* What to do:
Please count every line of the following material that holds "down" and give the total alone.

* Listed entries:
•••

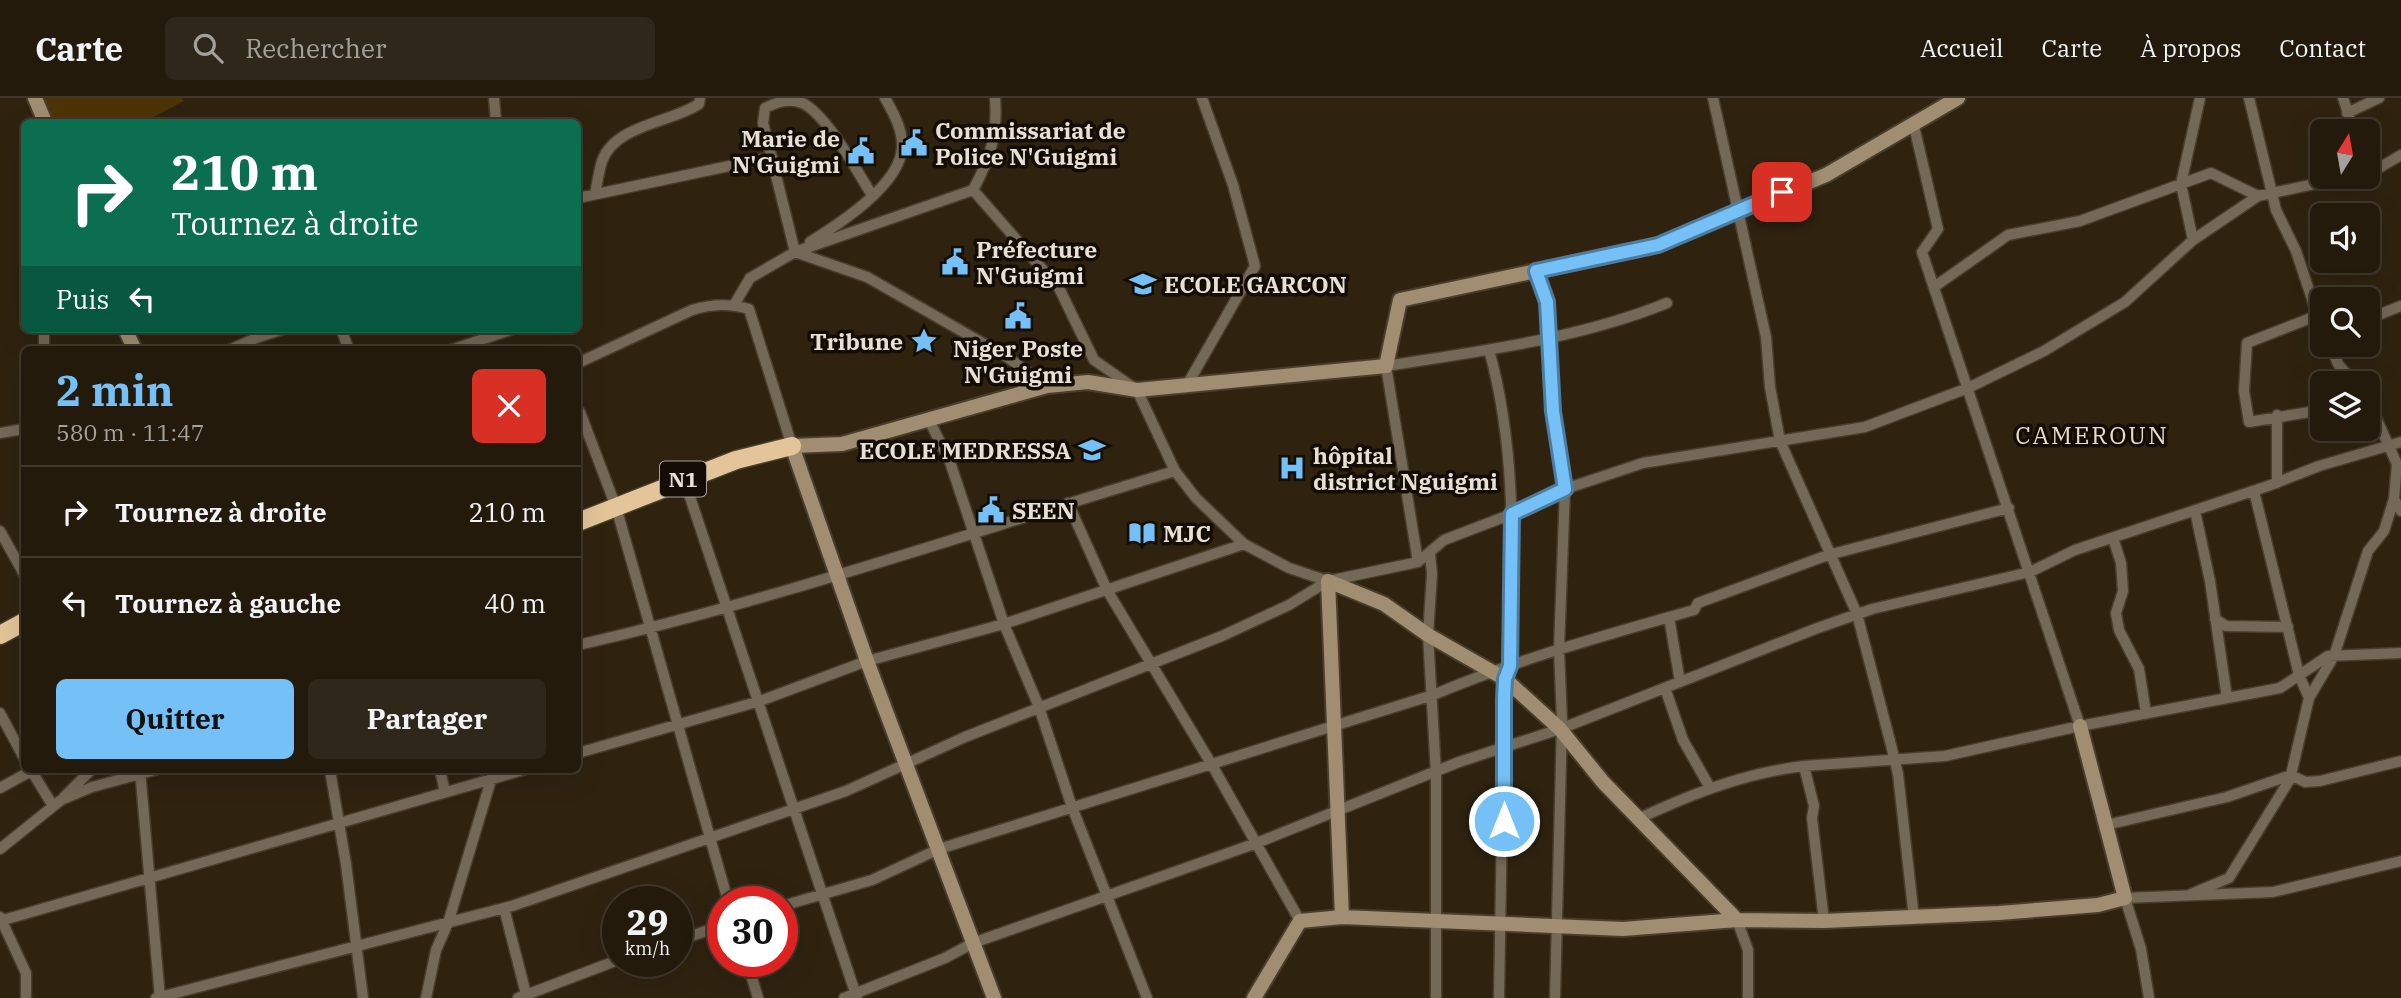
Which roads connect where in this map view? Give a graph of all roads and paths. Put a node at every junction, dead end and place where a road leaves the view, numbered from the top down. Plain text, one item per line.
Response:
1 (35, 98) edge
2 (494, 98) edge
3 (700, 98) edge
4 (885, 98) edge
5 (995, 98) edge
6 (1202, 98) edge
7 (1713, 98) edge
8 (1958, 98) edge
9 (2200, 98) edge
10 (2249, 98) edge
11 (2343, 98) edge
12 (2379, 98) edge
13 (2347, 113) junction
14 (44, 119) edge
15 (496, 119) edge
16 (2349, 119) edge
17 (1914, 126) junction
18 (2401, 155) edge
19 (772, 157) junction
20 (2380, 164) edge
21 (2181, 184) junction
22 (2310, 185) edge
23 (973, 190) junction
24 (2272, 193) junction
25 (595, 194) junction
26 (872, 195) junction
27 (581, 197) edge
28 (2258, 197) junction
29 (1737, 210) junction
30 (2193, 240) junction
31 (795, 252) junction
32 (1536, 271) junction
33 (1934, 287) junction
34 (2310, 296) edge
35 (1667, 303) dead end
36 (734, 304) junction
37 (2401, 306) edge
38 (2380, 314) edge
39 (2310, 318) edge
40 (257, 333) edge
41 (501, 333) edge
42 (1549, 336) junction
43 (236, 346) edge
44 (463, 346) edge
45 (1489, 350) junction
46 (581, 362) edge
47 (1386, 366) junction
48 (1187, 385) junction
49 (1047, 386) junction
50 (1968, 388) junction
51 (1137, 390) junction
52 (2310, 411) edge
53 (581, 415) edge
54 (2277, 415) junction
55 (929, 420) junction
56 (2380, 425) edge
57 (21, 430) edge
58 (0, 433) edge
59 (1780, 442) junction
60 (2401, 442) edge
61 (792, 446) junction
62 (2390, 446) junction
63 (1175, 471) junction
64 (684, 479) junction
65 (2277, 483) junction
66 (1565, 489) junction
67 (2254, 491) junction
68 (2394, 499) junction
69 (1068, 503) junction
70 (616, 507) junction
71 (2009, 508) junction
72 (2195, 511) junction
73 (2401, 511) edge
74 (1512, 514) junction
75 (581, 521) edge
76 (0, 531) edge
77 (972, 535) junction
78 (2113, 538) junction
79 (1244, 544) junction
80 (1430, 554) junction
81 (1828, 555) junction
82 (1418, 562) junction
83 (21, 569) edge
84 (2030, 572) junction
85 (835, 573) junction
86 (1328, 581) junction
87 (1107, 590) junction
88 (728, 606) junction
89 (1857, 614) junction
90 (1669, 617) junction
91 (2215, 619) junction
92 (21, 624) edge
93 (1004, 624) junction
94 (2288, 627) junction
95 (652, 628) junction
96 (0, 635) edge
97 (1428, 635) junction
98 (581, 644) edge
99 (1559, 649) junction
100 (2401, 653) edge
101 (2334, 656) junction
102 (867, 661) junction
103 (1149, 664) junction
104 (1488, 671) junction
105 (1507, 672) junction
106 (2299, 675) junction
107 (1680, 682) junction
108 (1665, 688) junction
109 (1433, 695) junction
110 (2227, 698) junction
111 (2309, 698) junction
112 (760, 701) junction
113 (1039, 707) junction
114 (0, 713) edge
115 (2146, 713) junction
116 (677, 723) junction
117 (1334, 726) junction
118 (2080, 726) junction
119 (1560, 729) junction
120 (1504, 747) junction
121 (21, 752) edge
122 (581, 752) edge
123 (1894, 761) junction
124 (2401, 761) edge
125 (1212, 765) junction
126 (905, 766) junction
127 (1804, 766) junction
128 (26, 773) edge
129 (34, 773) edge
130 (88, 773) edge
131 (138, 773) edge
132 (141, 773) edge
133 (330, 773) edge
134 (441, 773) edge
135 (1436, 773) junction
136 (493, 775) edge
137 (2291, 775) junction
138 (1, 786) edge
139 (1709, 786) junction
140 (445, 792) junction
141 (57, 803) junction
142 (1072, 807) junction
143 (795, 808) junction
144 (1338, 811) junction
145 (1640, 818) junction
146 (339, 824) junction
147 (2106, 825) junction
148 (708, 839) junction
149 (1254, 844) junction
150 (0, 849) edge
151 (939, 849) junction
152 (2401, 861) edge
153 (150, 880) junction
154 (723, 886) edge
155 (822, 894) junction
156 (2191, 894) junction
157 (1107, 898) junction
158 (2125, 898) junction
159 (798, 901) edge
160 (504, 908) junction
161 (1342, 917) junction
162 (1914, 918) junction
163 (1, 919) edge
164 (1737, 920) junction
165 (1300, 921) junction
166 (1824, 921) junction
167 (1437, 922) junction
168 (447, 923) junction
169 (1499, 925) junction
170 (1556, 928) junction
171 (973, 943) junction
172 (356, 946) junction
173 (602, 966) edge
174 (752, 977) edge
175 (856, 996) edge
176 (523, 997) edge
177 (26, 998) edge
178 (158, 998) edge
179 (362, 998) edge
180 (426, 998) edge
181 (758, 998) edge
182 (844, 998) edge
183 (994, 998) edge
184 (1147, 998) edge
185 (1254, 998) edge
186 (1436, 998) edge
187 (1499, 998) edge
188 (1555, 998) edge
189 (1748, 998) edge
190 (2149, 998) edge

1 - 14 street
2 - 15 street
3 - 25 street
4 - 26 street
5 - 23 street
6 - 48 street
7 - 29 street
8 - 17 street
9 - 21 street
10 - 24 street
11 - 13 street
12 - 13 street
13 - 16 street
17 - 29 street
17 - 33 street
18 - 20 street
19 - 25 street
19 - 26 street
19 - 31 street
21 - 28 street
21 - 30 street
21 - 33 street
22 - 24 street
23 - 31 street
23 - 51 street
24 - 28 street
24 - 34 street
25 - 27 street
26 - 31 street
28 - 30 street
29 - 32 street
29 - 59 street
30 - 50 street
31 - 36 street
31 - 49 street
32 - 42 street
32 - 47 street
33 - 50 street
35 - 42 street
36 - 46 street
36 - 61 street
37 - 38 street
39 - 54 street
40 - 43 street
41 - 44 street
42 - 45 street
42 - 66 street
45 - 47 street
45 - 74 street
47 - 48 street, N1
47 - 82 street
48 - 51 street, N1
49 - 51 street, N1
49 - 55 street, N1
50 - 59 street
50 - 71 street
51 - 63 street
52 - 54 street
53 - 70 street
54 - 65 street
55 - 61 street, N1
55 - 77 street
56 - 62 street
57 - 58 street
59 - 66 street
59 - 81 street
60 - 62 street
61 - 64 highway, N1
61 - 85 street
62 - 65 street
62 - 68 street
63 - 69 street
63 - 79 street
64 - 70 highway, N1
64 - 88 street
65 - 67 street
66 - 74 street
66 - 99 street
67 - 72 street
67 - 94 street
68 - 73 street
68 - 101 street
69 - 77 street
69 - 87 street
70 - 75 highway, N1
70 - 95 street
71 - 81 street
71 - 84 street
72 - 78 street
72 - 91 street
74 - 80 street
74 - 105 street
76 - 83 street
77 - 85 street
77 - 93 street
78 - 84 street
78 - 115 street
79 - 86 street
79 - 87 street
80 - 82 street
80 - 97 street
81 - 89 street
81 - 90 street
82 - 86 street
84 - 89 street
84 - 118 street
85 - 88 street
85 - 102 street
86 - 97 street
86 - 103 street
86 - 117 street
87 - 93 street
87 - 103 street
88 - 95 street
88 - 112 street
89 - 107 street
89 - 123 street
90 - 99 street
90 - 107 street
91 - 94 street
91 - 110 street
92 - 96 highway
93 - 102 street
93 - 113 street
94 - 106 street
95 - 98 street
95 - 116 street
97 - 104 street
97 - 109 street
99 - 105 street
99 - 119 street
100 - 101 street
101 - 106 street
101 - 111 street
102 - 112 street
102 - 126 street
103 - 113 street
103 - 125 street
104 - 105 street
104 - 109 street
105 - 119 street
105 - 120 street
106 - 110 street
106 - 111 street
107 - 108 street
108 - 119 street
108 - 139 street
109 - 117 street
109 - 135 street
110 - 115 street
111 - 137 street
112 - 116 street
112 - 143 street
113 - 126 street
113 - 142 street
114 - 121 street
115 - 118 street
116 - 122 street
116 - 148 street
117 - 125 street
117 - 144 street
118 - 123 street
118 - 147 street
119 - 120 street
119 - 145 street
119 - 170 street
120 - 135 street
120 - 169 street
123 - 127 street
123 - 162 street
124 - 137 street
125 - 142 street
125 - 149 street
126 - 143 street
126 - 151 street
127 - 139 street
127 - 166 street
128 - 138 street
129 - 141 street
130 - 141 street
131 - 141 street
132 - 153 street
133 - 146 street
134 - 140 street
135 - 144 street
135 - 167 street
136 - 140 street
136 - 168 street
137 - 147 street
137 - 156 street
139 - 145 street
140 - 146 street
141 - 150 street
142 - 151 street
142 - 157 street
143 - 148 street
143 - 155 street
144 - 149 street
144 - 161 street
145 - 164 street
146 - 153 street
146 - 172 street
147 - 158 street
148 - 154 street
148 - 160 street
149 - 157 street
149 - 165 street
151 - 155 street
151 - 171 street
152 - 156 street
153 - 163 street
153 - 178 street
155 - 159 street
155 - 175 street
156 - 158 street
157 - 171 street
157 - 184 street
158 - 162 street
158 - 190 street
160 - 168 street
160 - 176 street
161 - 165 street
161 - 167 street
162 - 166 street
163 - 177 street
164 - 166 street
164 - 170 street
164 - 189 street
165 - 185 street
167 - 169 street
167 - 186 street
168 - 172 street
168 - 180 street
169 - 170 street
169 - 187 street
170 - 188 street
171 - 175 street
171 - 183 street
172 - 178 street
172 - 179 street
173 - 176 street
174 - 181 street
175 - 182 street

•••

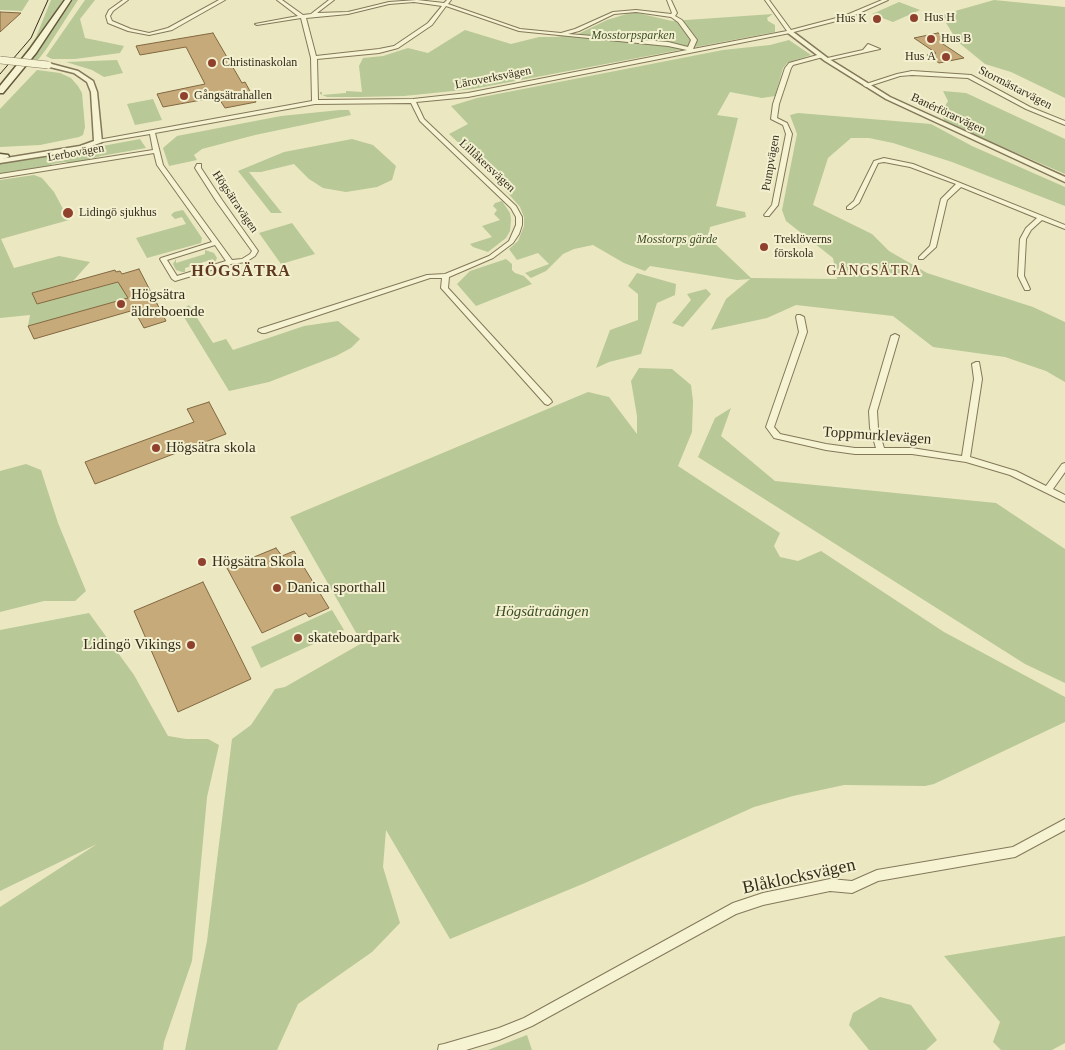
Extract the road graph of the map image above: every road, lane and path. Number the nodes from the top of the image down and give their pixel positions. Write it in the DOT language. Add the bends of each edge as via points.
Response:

•••

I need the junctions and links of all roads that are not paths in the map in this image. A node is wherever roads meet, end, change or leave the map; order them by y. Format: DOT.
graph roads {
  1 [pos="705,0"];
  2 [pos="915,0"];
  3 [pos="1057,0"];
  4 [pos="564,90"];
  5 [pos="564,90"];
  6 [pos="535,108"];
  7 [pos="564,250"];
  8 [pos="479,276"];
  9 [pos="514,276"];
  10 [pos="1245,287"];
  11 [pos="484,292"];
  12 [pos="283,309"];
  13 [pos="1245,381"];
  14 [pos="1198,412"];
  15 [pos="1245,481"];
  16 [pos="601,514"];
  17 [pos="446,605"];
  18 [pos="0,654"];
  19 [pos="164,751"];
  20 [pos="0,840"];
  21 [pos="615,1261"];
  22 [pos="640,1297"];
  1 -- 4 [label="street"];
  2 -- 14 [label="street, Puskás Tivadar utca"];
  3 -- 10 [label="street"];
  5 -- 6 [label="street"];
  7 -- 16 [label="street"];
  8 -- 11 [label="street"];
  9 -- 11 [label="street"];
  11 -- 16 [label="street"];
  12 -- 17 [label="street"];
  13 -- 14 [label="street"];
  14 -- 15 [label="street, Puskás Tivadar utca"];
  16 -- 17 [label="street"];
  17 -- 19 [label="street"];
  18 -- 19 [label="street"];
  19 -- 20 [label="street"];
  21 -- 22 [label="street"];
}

•••

* Task solution:
2